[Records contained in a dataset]
------------

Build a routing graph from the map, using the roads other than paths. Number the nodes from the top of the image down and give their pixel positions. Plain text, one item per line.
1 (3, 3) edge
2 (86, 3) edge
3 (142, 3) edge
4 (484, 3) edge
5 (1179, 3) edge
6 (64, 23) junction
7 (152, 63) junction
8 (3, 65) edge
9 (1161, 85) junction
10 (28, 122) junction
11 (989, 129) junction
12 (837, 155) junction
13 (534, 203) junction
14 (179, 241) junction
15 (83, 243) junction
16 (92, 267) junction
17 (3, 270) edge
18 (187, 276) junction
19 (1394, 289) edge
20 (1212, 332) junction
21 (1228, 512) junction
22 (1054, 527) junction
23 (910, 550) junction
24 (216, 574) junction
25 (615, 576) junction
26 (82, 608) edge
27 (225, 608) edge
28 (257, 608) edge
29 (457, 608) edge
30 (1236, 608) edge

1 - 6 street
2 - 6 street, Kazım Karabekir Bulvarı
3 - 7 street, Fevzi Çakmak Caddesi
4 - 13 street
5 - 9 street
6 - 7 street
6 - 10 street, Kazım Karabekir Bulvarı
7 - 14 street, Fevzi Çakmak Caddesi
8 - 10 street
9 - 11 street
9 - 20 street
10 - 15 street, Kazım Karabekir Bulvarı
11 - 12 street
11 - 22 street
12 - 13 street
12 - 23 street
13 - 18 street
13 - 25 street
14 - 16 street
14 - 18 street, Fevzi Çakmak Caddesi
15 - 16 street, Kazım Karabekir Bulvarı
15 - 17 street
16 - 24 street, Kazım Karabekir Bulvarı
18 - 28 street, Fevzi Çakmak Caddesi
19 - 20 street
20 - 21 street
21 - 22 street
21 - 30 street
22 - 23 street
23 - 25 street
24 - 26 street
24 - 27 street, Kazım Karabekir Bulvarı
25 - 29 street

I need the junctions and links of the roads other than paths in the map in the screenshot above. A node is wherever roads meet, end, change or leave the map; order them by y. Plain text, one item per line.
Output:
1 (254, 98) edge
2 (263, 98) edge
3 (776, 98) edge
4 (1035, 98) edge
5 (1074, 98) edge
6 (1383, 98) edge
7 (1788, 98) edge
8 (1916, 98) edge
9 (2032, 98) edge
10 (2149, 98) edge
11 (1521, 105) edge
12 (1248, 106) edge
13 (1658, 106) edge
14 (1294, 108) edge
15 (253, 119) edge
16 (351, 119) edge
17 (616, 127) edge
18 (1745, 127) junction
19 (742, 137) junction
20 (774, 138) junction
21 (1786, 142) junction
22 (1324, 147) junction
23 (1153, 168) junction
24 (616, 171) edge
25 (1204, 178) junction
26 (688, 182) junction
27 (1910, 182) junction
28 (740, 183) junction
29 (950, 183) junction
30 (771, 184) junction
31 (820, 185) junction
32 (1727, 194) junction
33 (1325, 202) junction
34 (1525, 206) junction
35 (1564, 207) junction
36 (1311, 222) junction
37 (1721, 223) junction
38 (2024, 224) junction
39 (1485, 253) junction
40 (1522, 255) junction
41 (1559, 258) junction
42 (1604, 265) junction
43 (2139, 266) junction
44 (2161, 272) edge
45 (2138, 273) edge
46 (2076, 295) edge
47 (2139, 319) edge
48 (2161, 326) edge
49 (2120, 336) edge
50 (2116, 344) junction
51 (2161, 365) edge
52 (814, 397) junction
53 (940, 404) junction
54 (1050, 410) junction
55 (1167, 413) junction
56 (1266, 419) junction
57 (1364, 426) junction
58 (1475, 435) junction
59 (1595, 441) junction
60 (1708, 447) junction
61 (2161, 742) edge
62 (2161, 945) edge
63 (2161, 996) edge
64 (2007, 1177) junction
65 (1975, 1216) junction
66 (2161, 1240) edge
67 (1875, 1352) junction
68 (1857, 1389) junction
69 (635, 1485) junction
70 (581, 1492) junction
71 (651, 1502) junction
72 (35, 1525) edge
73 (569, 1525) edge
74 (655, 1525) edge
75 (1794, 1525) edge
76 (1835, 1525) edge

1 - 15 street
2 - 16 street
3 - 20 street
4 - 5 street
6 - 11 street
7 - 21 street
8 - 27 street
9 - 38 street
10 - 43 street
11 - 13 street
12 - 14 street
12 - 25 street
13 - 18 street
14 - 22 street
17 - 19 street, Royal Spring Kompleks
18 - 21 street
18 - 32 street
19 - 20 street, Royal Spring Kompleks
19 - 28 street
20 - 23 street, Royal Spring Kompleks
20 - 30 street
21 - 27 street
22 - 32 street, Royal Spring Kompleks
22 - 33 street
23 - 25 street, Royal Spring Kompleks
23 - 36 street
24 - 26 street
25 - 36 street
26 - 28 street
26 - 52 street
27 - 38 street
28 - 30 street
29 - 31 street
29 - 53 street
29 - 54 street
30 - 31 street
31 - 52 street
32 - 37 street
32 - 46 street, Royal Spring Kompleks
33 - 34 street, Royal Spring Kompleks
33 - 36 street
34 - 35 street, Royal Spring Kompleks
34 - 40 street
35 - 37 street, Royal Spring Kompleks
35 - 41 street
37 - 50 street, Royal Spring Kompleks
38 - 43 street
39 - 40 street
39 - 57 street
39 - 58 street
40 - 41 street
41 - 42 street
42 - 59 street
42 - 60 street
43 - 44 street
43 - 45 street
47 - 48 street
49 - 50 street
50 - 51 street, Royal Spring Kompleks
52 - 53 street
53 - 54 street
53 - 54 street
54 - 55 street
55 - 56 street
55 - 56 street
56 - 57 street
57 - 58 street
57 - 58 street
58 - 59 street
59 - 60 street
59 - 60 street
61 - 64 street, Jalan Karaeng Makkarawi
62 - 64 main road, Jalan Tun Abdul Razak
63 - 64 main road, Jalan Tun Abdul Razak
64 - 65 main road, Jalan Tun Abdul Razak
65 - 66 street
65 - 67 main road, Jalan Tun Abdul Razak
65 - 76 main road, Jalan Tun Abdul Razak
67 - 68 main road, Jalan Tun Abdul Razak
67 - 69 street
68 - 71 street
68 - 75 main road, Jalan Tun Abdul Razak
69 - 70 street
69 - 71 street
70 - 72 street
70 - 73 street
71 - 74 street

------------

** Your task **
All the records, from the first line to the last: repeat them exactly.

** Solution to this task **
Build a routing graph from the map, using the roads other than paths. Number the nodes from the top of the image down and give their pixel positions. Plain text, one item per line.
1 (3, 3) edge
2 (86, 3) edge
3 (142, 3) edge
4 (484, 3) edge
5 (1179, 3) edge
6 (64, 23) junction
7 (152, 63) junction
8 (3, 65) edge
9 (1161, 85) junction
10 (28, 122) junction
11 (989, 129) junction
12 (837, 155) junction
13 (534, 203) junction
14 (179, 241) junction
15 (83, 243) junction
16 (92, 267) junction
17 (3, 270) edge
18 (187, 276) junction
19 (1394, 289) edge
20 (1212, 332) junction
21 (1228, 512) junction
22 (1054, 527) junction
23 (910, 550) junction
24 (216, 574) junction
25 (615, 576) junction
26 (82, 608) edge
27 (225, 608) edge
28 (257, 608) edge
29 (457, 608) edge
30 (1236, 608) edge

1 - 6 street
2 - 6 street, Kazım Karabekir Bulvarı
3 - 7 street, Fevzi Çakmak Caddesi
4 - 13 street
5 - 9 street
6 - 7 street
6 - 10 street, Kazım Karabekir Bulvarı
7 - 14 street, Fevzi Çakmak Caddesi
8 - 10 street
9 - 11 street
9 - 20 street
10 - 15 street, Kazım Karabekir Bulvarı
11 - 12 street
11 - 22 street
12 - 13 street
12 - 23 street
13 - 18 street
13 - 25 street
14 - 16 street
14 - 18 street, Fevzi Çakmak Caddesi
15 - 16 street, Kazım Karabekir Bulvarı
15 - 17 street
16 - 24 street, Kazım Karabekir Bulvarı
18 - 28 street, Fevzi Çakmak Caddesi
19 - 20 street
20 - 21 street
21 - 22 street
21 - 30 street
22 - 23 street
23 - 25 street
24 - 26 street
24 - 27 street, Kazım Karabekir Bulvarı
25 - 29 street

I need the junctions and links of the roads other than paths in the map in the screenshot above. A node is wherever roads meet, end, change or leave the map; order them by y. Plain text, one item per line.
Output:
1 (254, 98) edge
2 (263, 98) edge
3 (776, 98) edge
4 (1035, 98) edge
5 (1074, 98) edge
6 (1383, 98) edge
7 (1788, 98) edge
8 (1916, 98) edge
9 (2032, 98) edge
10 (2149, 98) edge
11 (1521, 105) edge
12 (1248, 106) edge
13 (1658, 106) edge
14 (1294, 108) edge
15 (253, 119) edge
16 (351, 119) edge
17 (616, 127) edge
18 (1745, 127) junction
19 (742, 137) junction
20 (774, 138) junction
21 (1786, 142) junction
22 (1324, 147) junction
23 (1153, 168) junction
24 (616, 171) edge
25 (1204, 178) junction
26 (688, 182) junction
27 (1910, 182) junction
28 (740, 183) junction
29 (950, 183) junction
30 (771, 184) junction
31 (820, 185) junction
32 (1727, 194) junction
33 (1325, 202) junction
34 (1525, 206) junction
35 (1564, 207) junction
36 (1311, 222) junction
37 (1721, 223) junction
38 (2024, 224) junction
39 (1485, 253) junction
40 (1522, 255) junction
41 (1559, 258) junction
42 (1604, 265) junction
43 (2139, 266) junction
44 (2161, 272) edge
45 (2138, 273) edge
46 (2076, 295) edge
47 (2139, 319) edge
48 (2161, 326) edge
49 (2120, 336) edge
50 (2116, 344) junction
51 (2161, 365) edge
52 (814, 397) junction
53 (940, 404) junction
54 (1050, 410) junction
55 (1167, 413) junction
56 (1266, 419) junction
57 (1364, 426) junction
58 (1475, 435) junction
59 (1595, 441) junction
60 (1708, 447) junction
61 (2161, 742) edge
62 (2161, 945) edge
63 (2161, 996) edge
64 (2007, 1177) junction
65 (1975, 1216) junction
66 (2161, 1240) edge
67 (1875, 1352) junction
68 (1857, 1389) junction
69 (635, 1485) junction
70 (581, 1492) junction
71 (651, 1502) junction
72 (35, 1525) edge
73 (569, 1525) edge
74 (655, 1525) edge
75 (1794, 1525) edge
76 (1835, 1525) edge

1 - 15 street
2 - 16 street
3 - 20 street
4 - 5 street
6 - 11 street
7 - 21 street
8 - 27 street
9 - 38 street
10 - 43 street
11 - 13 street
12 - 14 street
12 - 25 street
13 - 18 street
14 - 22 street
17 - 19 street, Royal Spring Kompleks
18 - 21 street
18 - 32 street
19 - 20 street, Royal Spring Kompleks
19 - 28 street
20 - 23 street, Royal Spring Kompleks
20 - 30 street
21 - 27 street
22 - 32 street, Royal Spring Kompleks
22 - 33 street
23 - 25 street, Royal Spring Kompleks
23 - 36 street
24 - 26 street
25 - 36 street
26 - 28 street
26 - 52 street
27 - 38 street
28 - 30 street
29 - 31 street
29 - 53 street
29 - 54 street
30 - 31 street
31 - 52 street
32 - 37 street
32 - 46 street, Royal Spring Kompleks
33 - 34 street, Royal Spring Kompleks
33 - 36 street
34 - 35 street, Royal Spring Kompleks
34 - 40 street
35 - 37 street, Royal Spring Kompleks
35 - 41 street
37 - 50 street, Royal Spring Kompleks
38 - 43 street
39 - 40 street
39 - 57 street
39 - 58 street
40 - 41 street
41 - 42 street
42 - 59 street
42 - 60 street
43 - 44 street
43 - 45 street
47 - 48 street
49 - 50 street
50 - 51 street, Royal Spring Kompleks
52 - 53 street
53 - 54 street
53 - 54 street
54 - 55 street
55 - 56 street
55 - 56 street
56 - 57 street
57 - 58 street
57 - 58 street
58 - 59 street
59 - 60 street
59 - 60 street
61 - 64 street, Jalan Karaeng Makkarawi
62 - 64 main road, Jalan Tun Abdul Razak
63 - 64 main road, Jalan Tun Abdul Razak
64 - 65 main road, Jalan Tun Abdul Razak
65 - 66 street
65 - 67 main road, Jalan Tun Abdul Razak
65 - 76 main road, Jalan Tun Abdul Razak
67 - 68 main road, Jalan Tun Abdul Razak
67 - 69 street
68 - 71 street
68 - 75 main road, Jalan Tun Abdul Razak
69 - 70 street
69 - 71 street
70 - 72 street
70 - 73 street
71 - 74 street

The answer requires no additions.